This year, for the first time, newly qualified teachers need to pass an induction year. The standards are demanding and the implications huge: people who don't pass won't be allowed to continue teaching and the grounds for appeal are few - more than 30 days sick leave, for instance. This is very tough. To have such a long absence is rare, but we all know how much one's teaching performance can be affected by flu or a family crisis.
At the end of three terms, teachers who qualified after May 7 1999 have to meet all the standards for QTS again in their new setting. This sounds fairly straightforward but could be very hard. Teaching practices are usually spent in the class of a successful teacher who has already set up the organisational systems that can be so difficult for an NQT to get right. Just organising the furniture is an art in itself.
If meeting the standards for QTS were not enough, there are additional induction standards (see table). Although there are only 10, don't think these will be easy. Each one has several components. For instance, induction standard (a) alone could be broken down into about 10 parts.
The standards appear straightforward. It is only when one studies them in detail and tries to imagine what a good, average and unsatisfactory meeting of them would entail that their complexity becomes apparent. In my experience, people interpret each standard differently. For instance, standard (j) could mean anything from a cursory reading of The TES front page en route to the job pages, to research for a PhD.
Similarly, standard (f) requires NQTs to recognise the level that a pupil is achieving, but does not say on which subjects and targets. At an extreme, some schools may interpret this to mean every child in every part of every subject of the curriculum. Others may settle for a focus on reading and numbers, but this is the framework in which we have to work.
The standards describe a perfect teacher. There is no sense that these are for people at the start of their careers. Terms such as "developing the ability to" are not part of the phraseology. As Professor Colin Richards, chair of the National Primary Teacher Education Conference, and others are saying, the standards for QTS are impossible for any but the most ideal teachers to meet.
Training institutions, of course, have a wealth of knowledgeable staff who can distinguish between a strong and a weak student and, more importantly, have the confidence gained through experience to decide which side of the passfail fence a borderline student should go. The problem with induction is that the interpretation of the standards lies with the headteacher and induction tutor, who may have much less experience in judging what is "good enough". Some schools with very high standards might consider failing an NQT who would be deemed perfectly fine by the school down the road. Also, the standards do not allow for different circumstances. It is much easier to teach in a well-managed schoo with motivated children and staff.

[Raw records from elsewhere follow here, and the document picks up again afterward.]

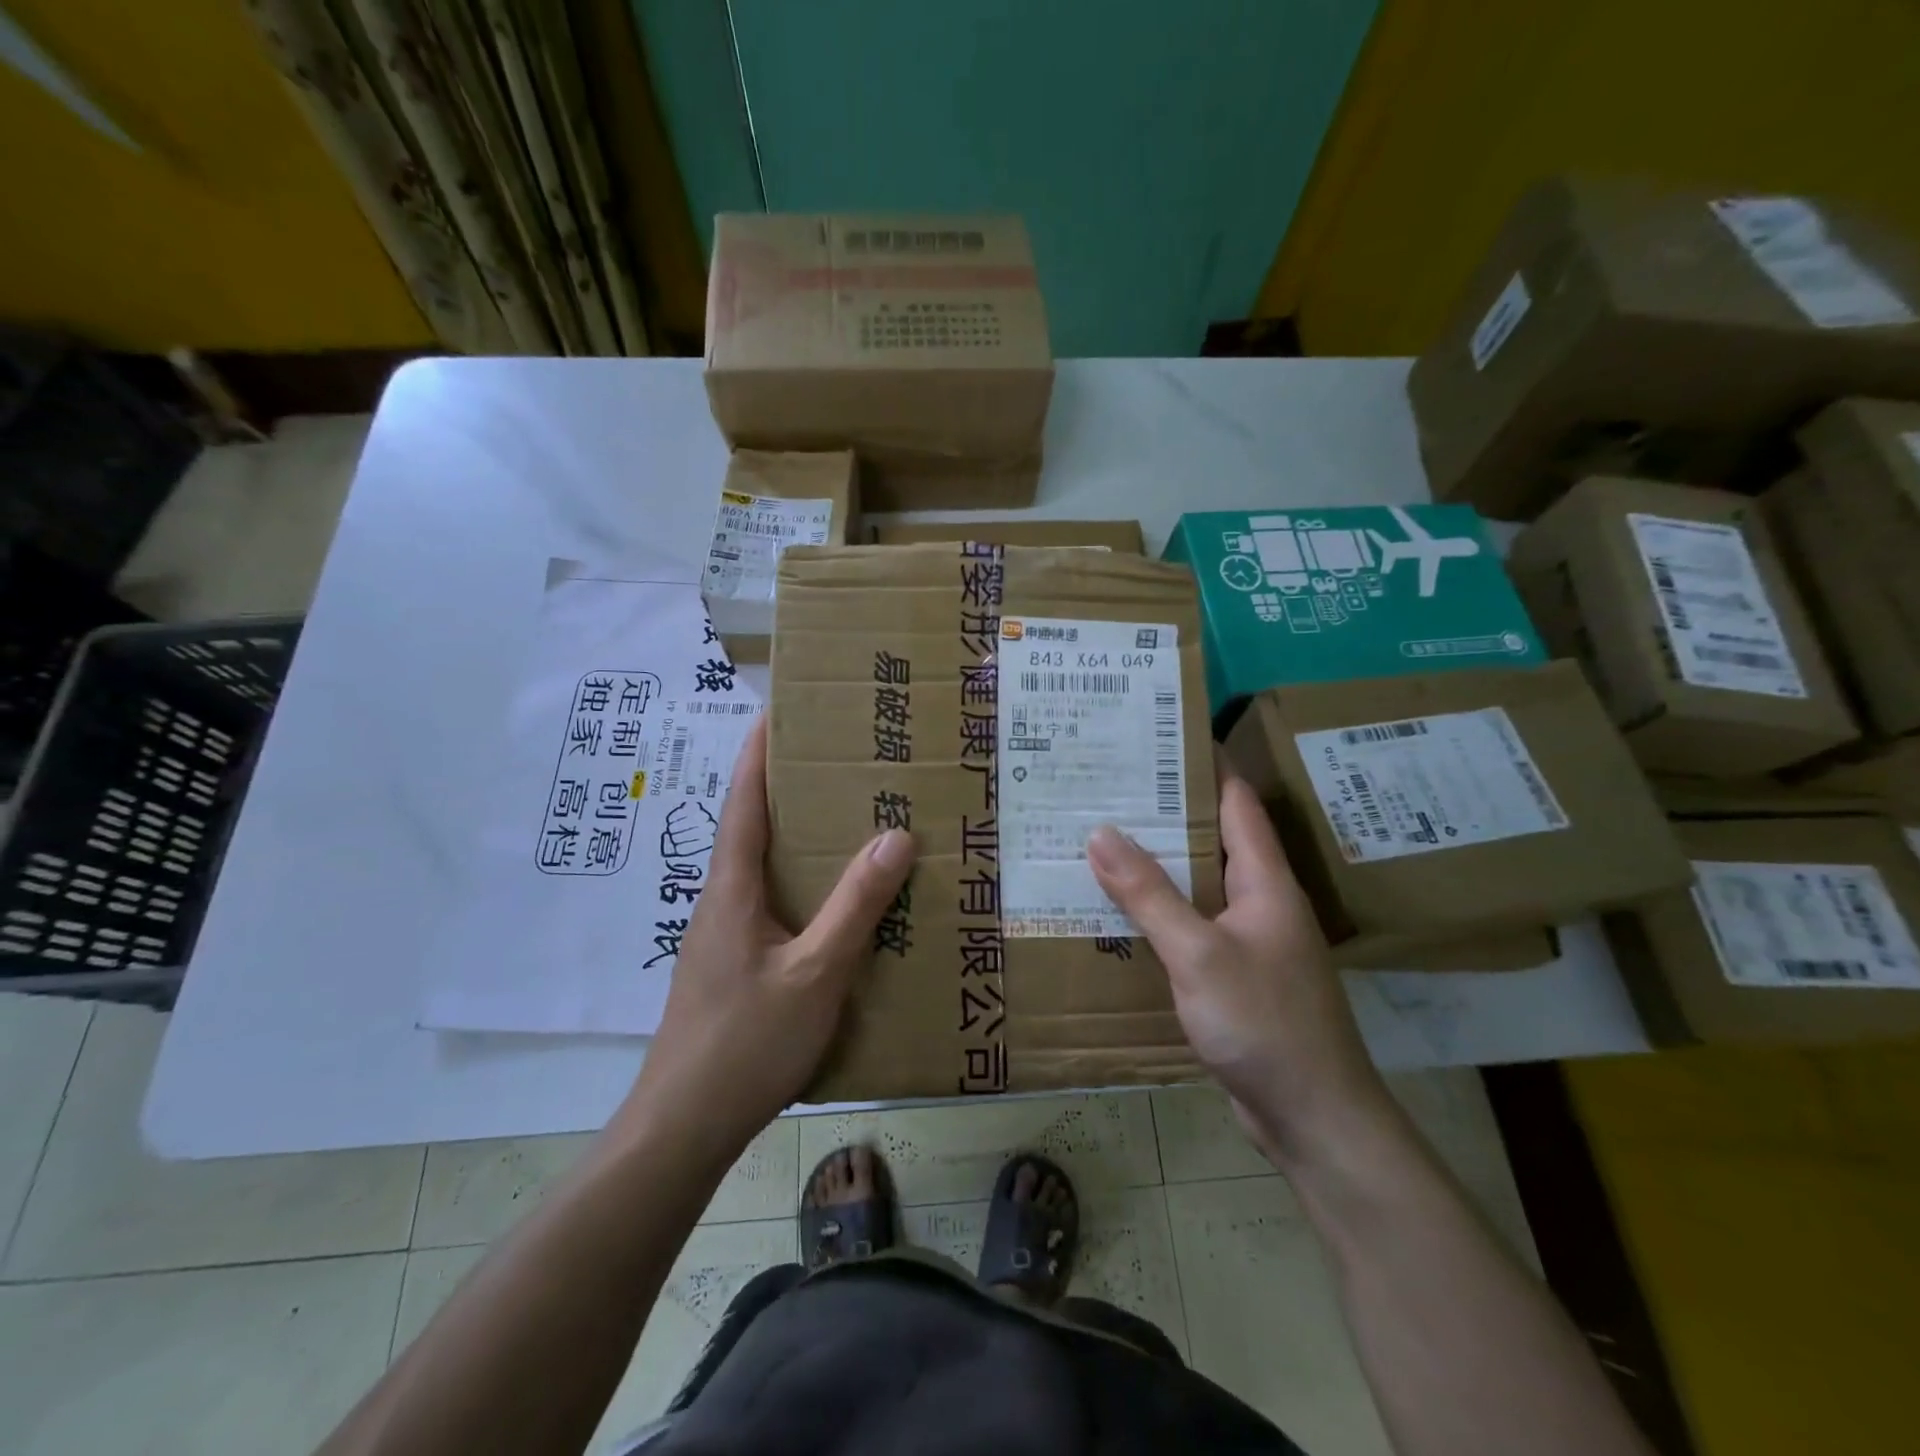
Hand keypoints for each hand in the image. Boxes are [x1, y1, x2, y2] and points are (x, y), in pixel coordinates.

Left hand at [629, 718, 914, 1153]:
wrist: (683, 1126)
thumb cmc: (746, 1042)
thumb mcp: (816, 972)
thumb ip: (856, 905)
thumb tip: (896, 835)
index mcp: (732, 889)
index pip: (743, 801)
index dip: (758, 753)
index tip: (778, 709)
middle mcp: (722, 901)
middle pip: (752, 827)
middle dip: (787, 787)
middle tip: (837, 759)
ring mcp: (723, 936)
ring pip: (763, 868)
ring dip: (796, 837)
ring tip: (847, 818)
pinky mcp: (733, 965)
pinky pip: (771, 904)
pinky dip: (801, 883)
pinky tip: (835, 902)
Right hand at [1086, 773, 1388, 1164]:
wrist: (1314, 1118)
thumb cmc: (1264, 1023)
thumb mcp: (1198, 953)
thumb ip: (1148, 893)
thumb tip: (1100, 832)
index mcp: (1265, 881)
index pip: (1236, 802)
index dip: (1202, 765)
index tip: (1156, 738)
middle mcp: (1261, 901)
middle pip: (1213, 839)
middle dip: (1166, 812)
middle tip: (1109, 788)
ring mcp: (1250, 940)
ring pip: (1199, 884)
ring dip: (1159, 862)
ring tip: (1102, 838)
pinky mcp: (1235, 975)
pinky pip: (1193, 925)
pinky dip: (1160, 909)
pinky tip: (1121, 911)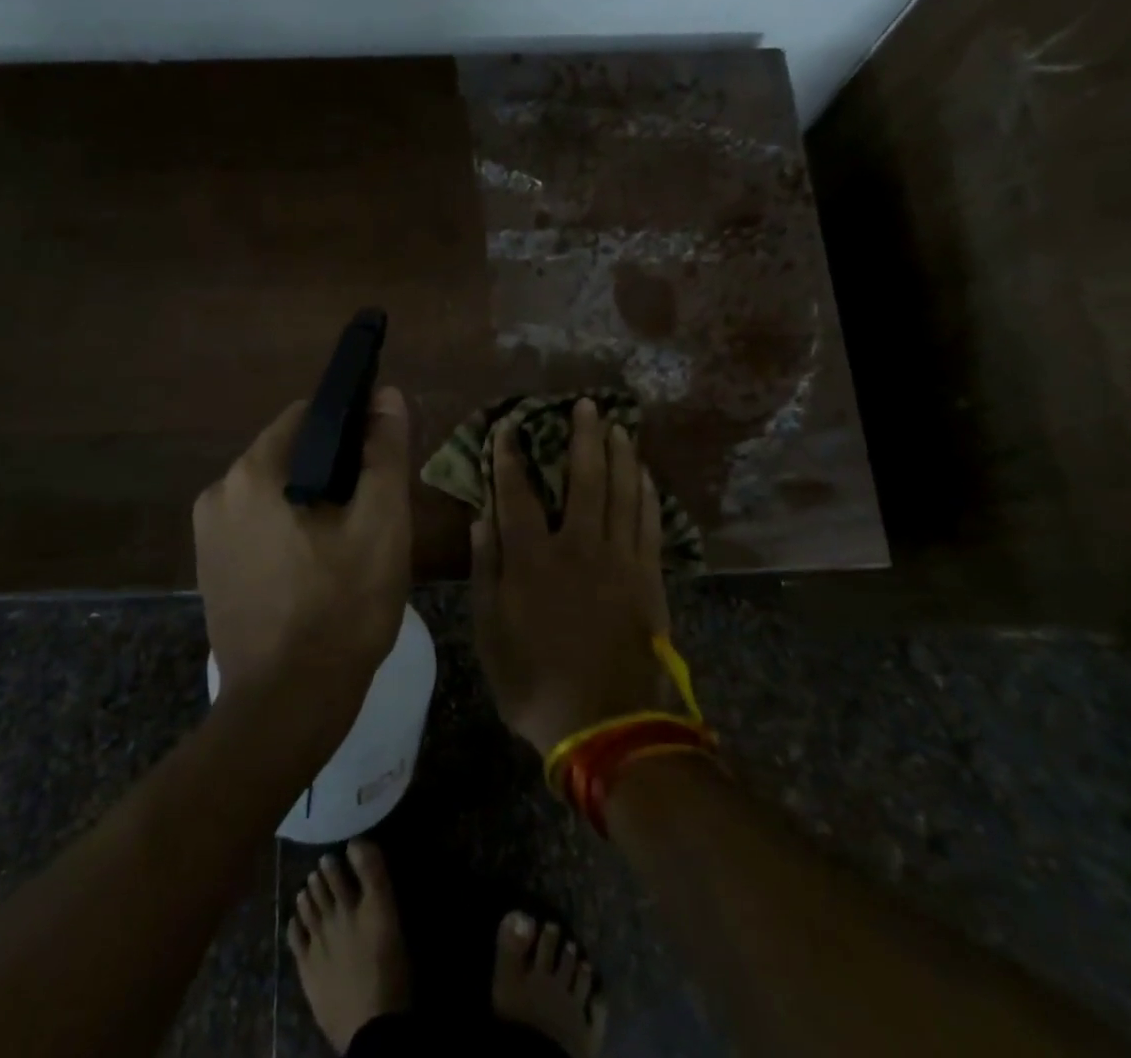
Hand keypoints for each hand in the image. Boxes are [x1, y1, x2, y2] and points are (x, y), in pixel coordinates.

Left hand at [194, 388, 412, 732]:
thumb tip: (387, 396)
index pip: (307, 416)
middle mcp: (218, 492)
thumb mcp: (381, 524)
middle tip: (371, 509)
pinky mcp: (210, 568)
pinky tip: (316, 567)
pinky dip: (288, 529)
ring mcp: (207, 534)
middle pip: (289, 453)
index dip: (350, 427)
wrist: (288, 706)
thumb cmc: (342, 608)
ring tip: (348, 541)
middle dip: (332, 469)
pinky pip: (257, 525)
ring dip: (311, 500)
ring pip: (274, 491)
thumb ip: (384, 452)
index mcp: (253, 472)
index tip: (379, 457)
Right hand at [471, 398, 673, 756]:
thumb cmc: (534, 681)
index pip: (517, 492)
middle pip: (584, 477)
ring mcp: (619, 558)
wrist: (605, 724)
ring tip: (619, 426)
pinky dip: (647, 492)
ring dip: (621, 454)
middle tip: (586, 405)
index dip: (510, 456)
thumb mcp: (489, 632)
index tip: (509, 426)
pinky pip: (649, 522)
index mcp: (532, 558)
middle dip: (583, 437)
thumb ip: (486, 570)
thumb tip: (481, 518)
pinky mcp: (647, 576)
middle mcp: (578, 545)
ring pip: (622, 491)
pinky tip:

The special educational needs (SEN) standards will be easier to meet in schools with few children on individual education plans or in schools with high-quality SEN co-ordinators.
The standards expect cutting-edge practice, such as target setting, that is simply not yet developed in many schools. Similarly, using ethnic and cultural diversity to enrich the curriculum is in part dependent on resources. How can an NQT be failed for not doing what the teacher in the classroom next door cannot do?
The standards do bring benefits, significantly they provide criteria around which to discuss an individual's teaching. In the past, it has been too easy to judge NQTs by the quality of their control or colour of their classroom displays. Teaching now will be looked at in direct relation to its impact on children's learning.
The most significant bonus is the statutory 10 per cent timetable time for further training and observation of experienced teachers. And the provision of an induction tutor should ensure that they get support and teaching feedback throughout the year.
The Teacher Training Agency recommends a model of observation and feedback at least once every half term. This, though stressful, is useful in highlighting the NQT's strengths and successes as well providing a concrete opportunity for discussing areas for development.
NEWLY QUALIFIED TEACHERS' INDUCTION TARGETS.
In order to meet the induction standards, NQTs should demonstrate that they: (a) set clear targets for improvement of pupils' achievement, monitor progress towards those targets and use appropriate strategies relating to literacy, numeracy and other targets; (b) plan effectively to ensure pupils can meet their potential, notwithstanding differences of race and gender, and taking account of pupils' needs.
(c) secure a good standard of pupil behaviour in the classroom by establishing appropriate rules and expectations of discipline which pupils respect, and re-empt and deal with inappropriate behaviour; (d) plan effectively to meet pupils' special educational needs and, with the SENCO, make an appropriate contribution to the preparation, implementation, monitoring and review of individual education plans; (e) account for ethnic and cultural diversity to enrich the curriculum and raise achievement; (f) recognise and assess pupil achievement against attainment targets and tests relevant to the subject(s) or phase(s) taught; (g) liaise with parentscarers through informative oral and written reports on progress and achievements, and encourage them to support their children's learning, behaviour and progress; (h) deploy support staff and other adults in the classroom, involving them in the planning of pupils' learning; (i) take responsibility for implementing school policies and practices, including those on bullying and racial harassment; (j) take responsibility for their own professional development, setting objectives for improvement, and taking action to keep up to date with research and developments in pedagogy and in the subject(s) they teach.